(Collected data)

☆ ☆ ☆ ☆ ☆

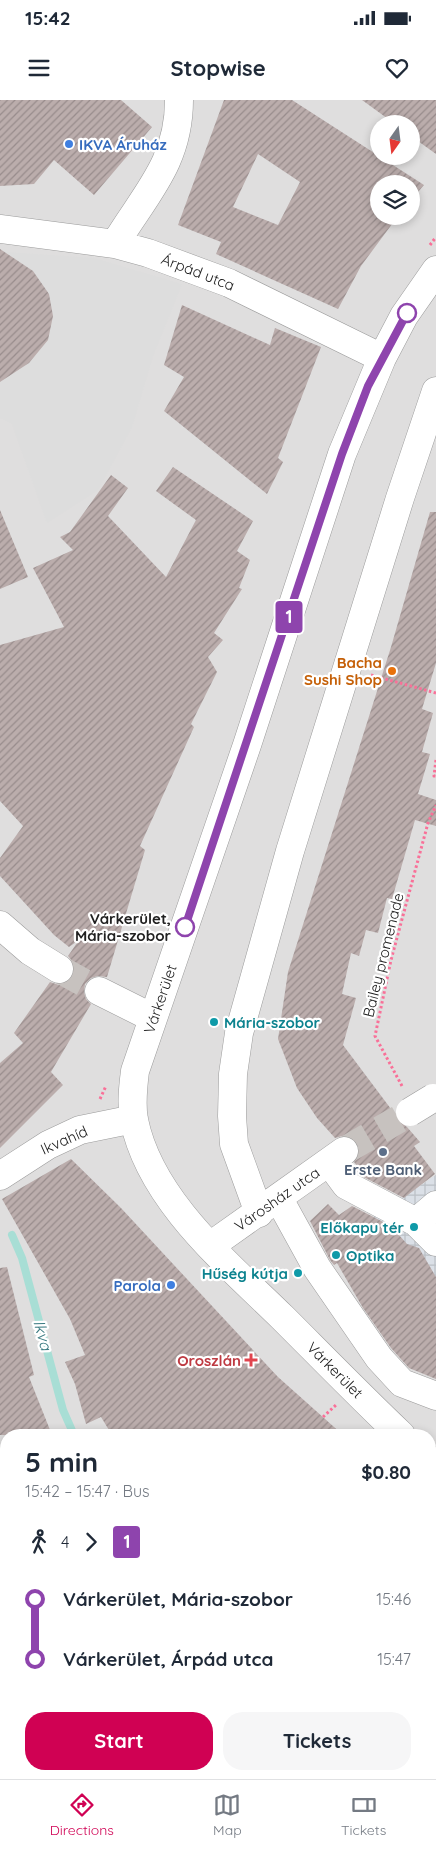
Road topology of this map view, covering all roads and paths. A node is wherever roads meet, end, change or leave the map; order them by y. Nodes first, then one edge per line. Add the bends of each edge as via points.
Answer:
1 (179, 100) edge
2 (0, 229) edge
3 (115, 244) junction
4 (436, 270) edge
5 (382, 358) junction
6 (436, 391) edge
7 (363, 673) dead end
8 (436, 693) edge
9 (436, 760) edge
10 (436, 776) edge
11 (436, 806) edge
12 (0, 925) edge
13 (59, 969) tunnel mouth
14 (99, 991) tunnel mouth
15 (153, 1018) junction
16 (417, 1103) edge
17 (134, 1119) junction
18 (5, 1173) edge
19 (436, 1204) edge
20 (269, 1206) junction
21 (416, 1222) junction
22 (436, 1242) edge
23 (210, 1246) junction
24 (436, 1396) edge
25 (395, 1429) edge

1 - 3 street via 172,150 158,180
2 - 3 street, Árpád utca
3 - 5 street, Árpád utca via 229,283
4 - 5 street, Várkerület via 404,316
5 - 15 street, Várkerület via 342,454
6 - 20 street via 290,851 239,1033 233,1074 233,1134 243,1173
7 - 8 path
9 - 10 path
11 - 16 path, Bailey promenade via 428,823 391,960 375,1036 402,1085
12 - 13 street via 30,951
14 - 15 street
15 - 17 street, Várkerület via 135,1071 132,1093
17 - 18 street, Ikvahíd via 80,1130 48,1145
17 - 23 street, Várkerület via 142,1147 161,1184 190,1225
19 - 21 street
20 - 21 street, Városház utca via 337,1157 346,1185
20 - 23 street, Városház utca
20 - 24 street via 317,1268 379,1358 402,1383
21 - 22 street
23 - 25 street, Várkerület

☆ ☆ ☆ ☆ ☆

__Problem to solve__
Give back the data exactly, with no images.

__Exercise response__
Road topology of this map view, covering all roads and paths. A node is wherever roads meet, end, change or leave the map; order them by y. Nodes first, then one edge per line. Add the bends of each edge as via points.
Answer:
1 (179, 100) edge
2 (0, 229) edge
3 (115, 244) junction
4 (436, 270) edge
5 (382, 358) junction
6 (436, 391) edge
7 (363, 673) dead end
8 (436, 693) edge
9 (436, 760) edge
10 (436, 776) edge
11 (436, 806) edge
12 (0, 925) edge
13 (59, 969) tunnel mouth
14 (99, 991) tunnel mouth
15 (153, 1018) junction
16 (417, 1103) edge
17 (134, 1119) junction
18 (5, 1173) edge
19 (436, 1204) edge
20 (269, 1206) junction
21 (416, 1222) junction
22 (436, 1242) edge
23 (210, 1246) junction
24 (436, 1396) edge
25 (395, 1429) edge

1 - 3 street via 172,150 158,180
2 - 3 street, Árpád utca
3 - 5 street, Árpád utca via 229,283
4 - 5 street, Várkerület via 404,316
5 - 15 street, Várkerület via 342,454
6 - 20 street via 290,851 239,1033 233,1074 233,1134 243,1173
7 - 8 path
9 - 10 path
11 - 16 path, Bailey promenade via 428,823 391,960 375,1036 402,1085
12 - 13 street via 30,951
14 - 15 street
15 - 17 street, Várkerület via 135,1071 132,1093
17 - 18 street, Ikvahíd via 80,1130 48,1145
17 - 23 street, Várkerület via 142,1147 161,1184 190,1225
19 - 21 street
20 - 21 street, Városház utca via 337,1157 346,1185
20 - 23 street, Városház utca
20 - 24 street via 317,1268 379,1358 402,1383
21 - 22 street
23 - 25 street, Várkerület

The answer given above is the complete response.